[Records from a data collection]
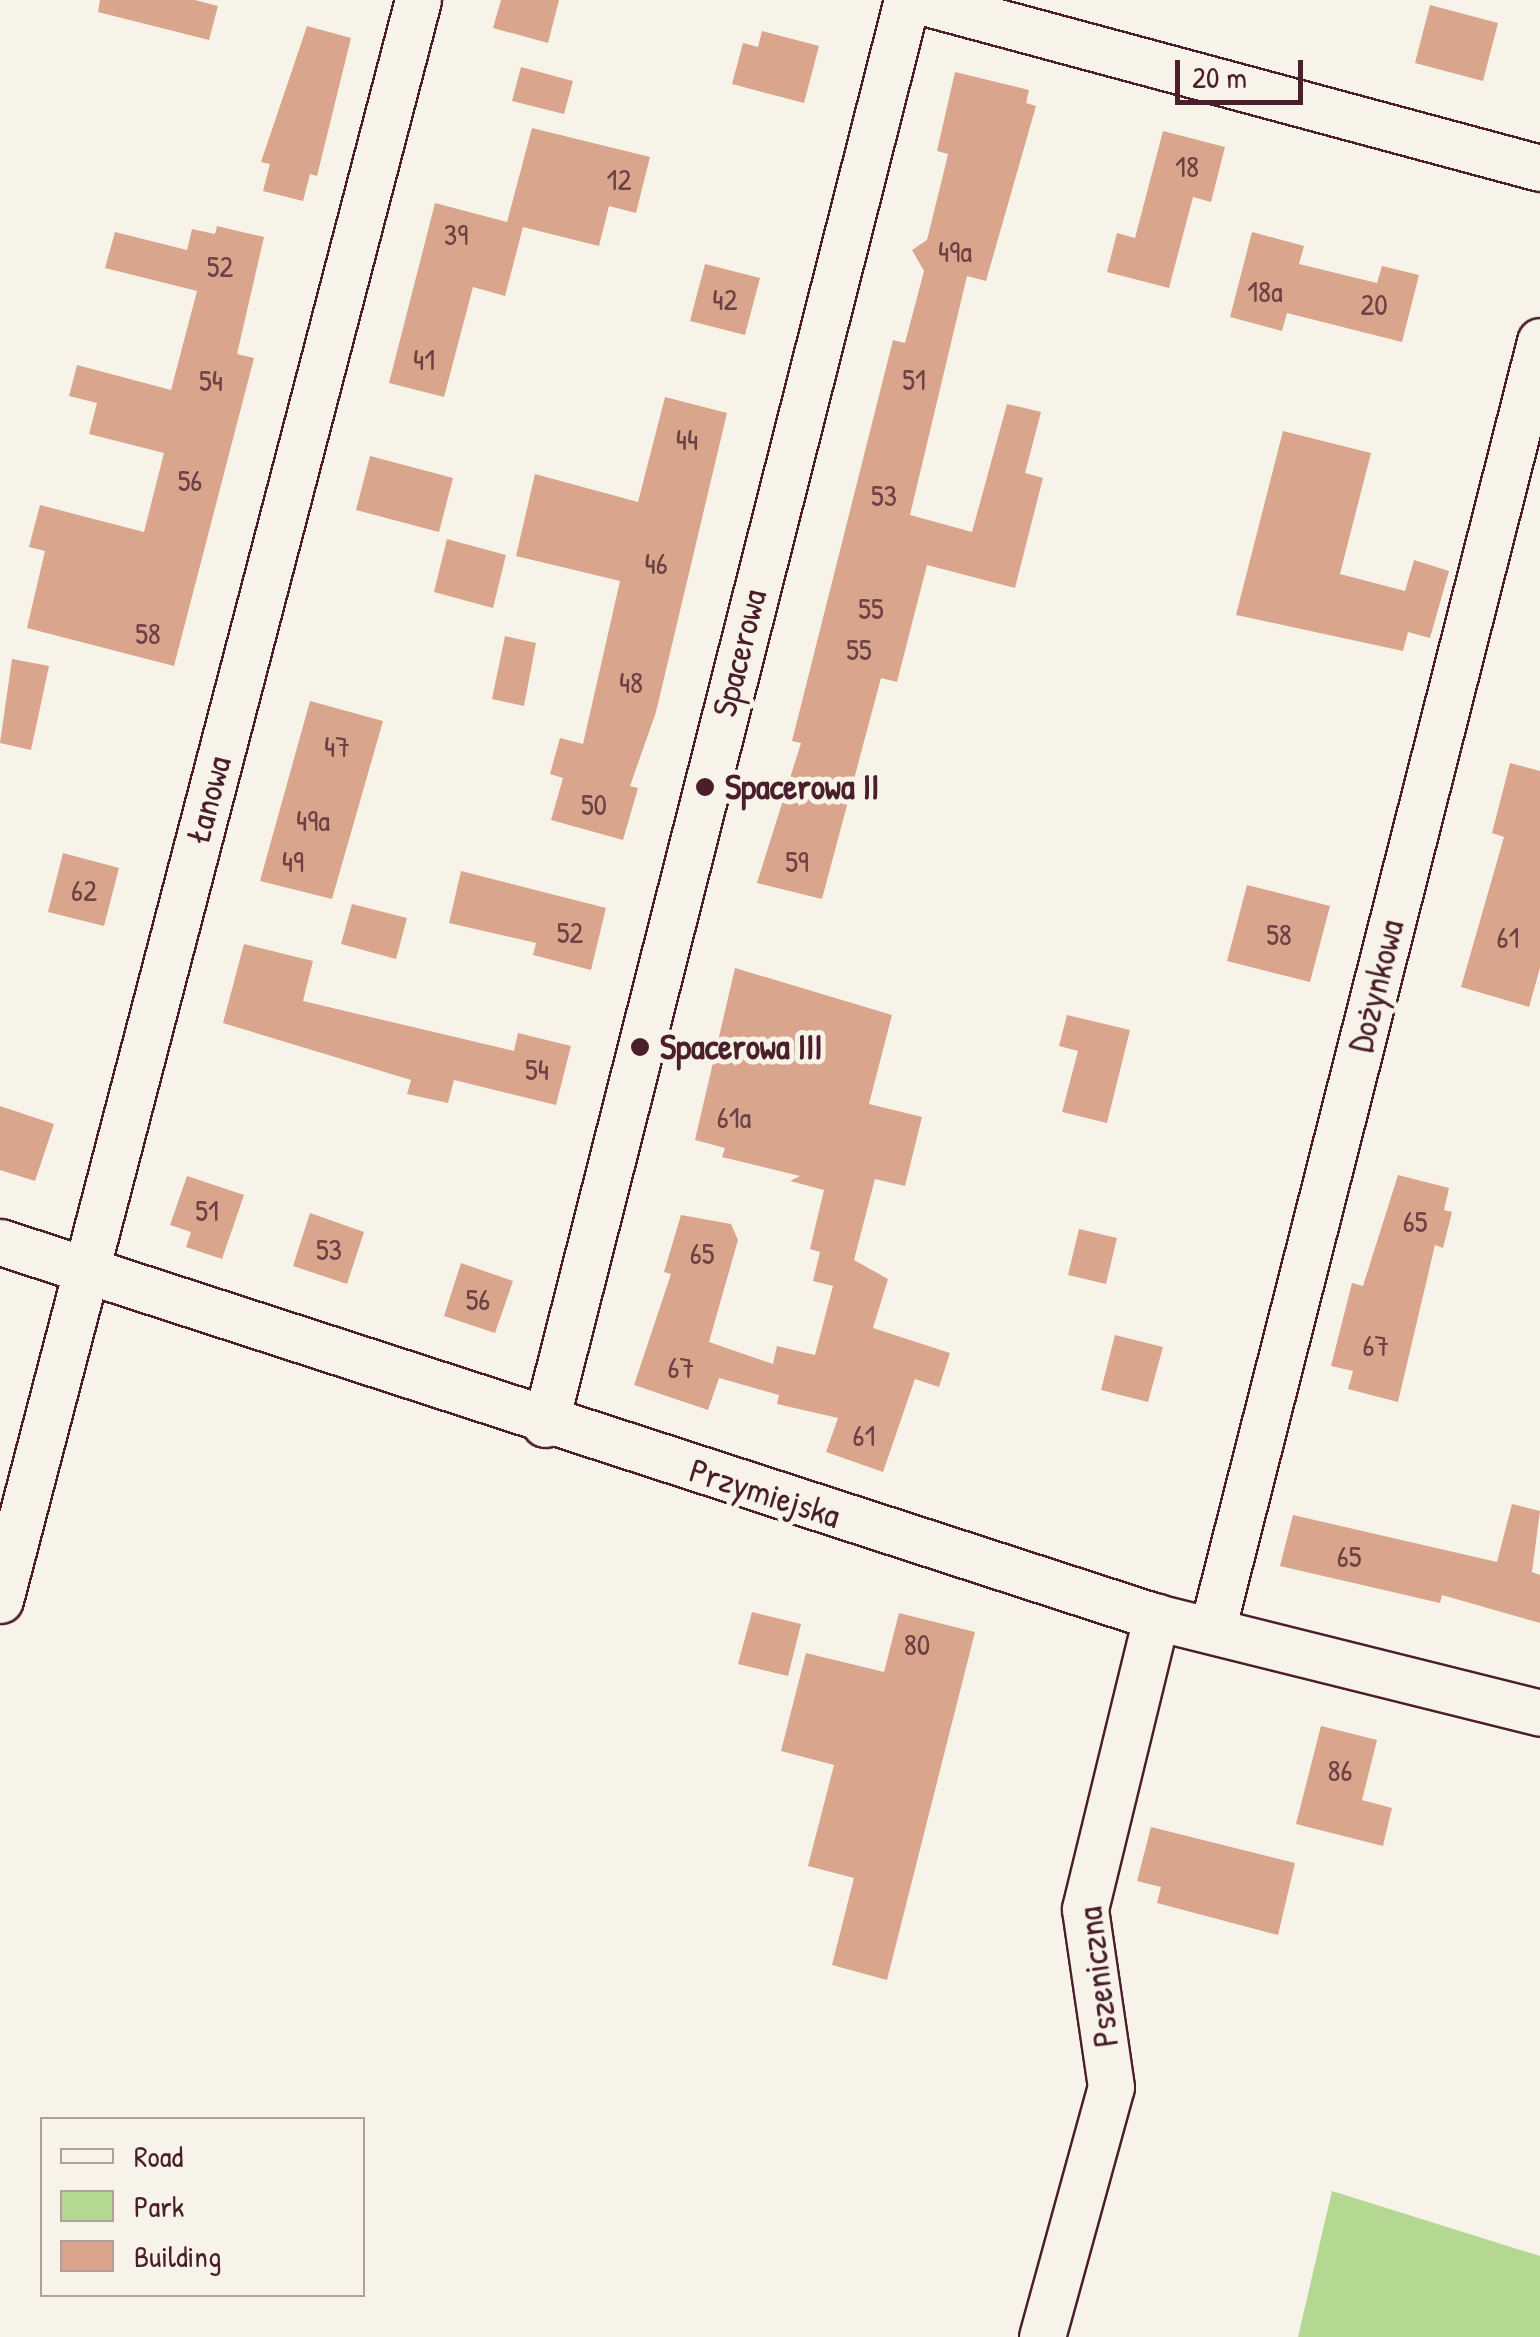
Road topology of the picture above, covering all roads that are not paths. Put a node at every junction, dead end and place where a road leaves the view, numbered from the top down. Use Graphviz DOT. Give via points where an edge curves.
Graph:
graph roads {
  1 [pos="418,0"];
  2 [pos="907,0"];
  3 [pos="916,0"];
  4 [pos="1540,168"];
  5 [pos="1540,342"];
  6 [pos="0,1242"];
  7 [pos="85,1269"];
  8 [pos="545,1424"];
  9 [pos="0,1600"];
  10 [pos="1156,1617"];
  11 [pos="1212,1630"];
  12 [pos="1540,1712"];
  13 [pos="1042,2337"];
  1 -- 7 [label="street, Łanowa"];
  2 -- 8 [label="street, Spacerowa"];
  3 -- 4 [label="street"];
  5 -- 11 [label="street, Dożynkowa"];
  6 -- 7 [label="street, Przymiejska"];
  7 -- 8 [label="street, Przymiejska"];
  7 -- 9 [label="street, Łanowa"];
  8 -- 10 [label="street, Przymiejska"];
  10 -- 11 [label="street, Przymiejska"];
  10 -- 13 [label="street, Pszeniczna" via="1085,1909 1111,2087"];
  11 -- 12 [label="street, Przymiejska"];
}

» Assigned task
Please hand back every entry above exactly, with no images in the copy.

» Exercise response
Road topology of the picture above, covering all roads that are not paths. Put a node at every junction, dead end and place where a road leaves the view, numbered from the top down. Use Graphviz DOT. Give via points where an edge curves.
Graph:
graph roads {
  1 [pos="418,0"];
  2 [pos="907,0"];
  3 [pos="916,0"];
  4 [pos="1540,168"];
  5 [pos="1540,342"];
  6 [pos="0,1242"];
  7 [pos="85,1269"];
  8 [pos="545,1424"];
  9 [pos="0,1600"];
  10 [pos="1156,1617"];
  11 [pos="1212,1630"];
  12 [pos="1540,1712"];
  13 [pos="1042,2337"];
  1 -- 7 [label="street, Łanowa"];
  2 -- 8 [label="street, Spacerowa"];
  3 -- 4 [label="street"];
  5 -- 11 [label="street, Dożynkowa"];
  6 -- 7 [label="street, Przymiejska"];
  7 -- 8 [label="street, Przymiejska"];
  7 -- 9 [label="street, Łanowa"];
  8 -- 10 [label="street, Przymiejska"];
  10 -- 11 [label="street, Przymiejska"];
  10 -- 13 [label="street, Pszeniczna" via="1085,1909 1111,2087"];
  11 -- 12 [label="street, Przymiejska"];
}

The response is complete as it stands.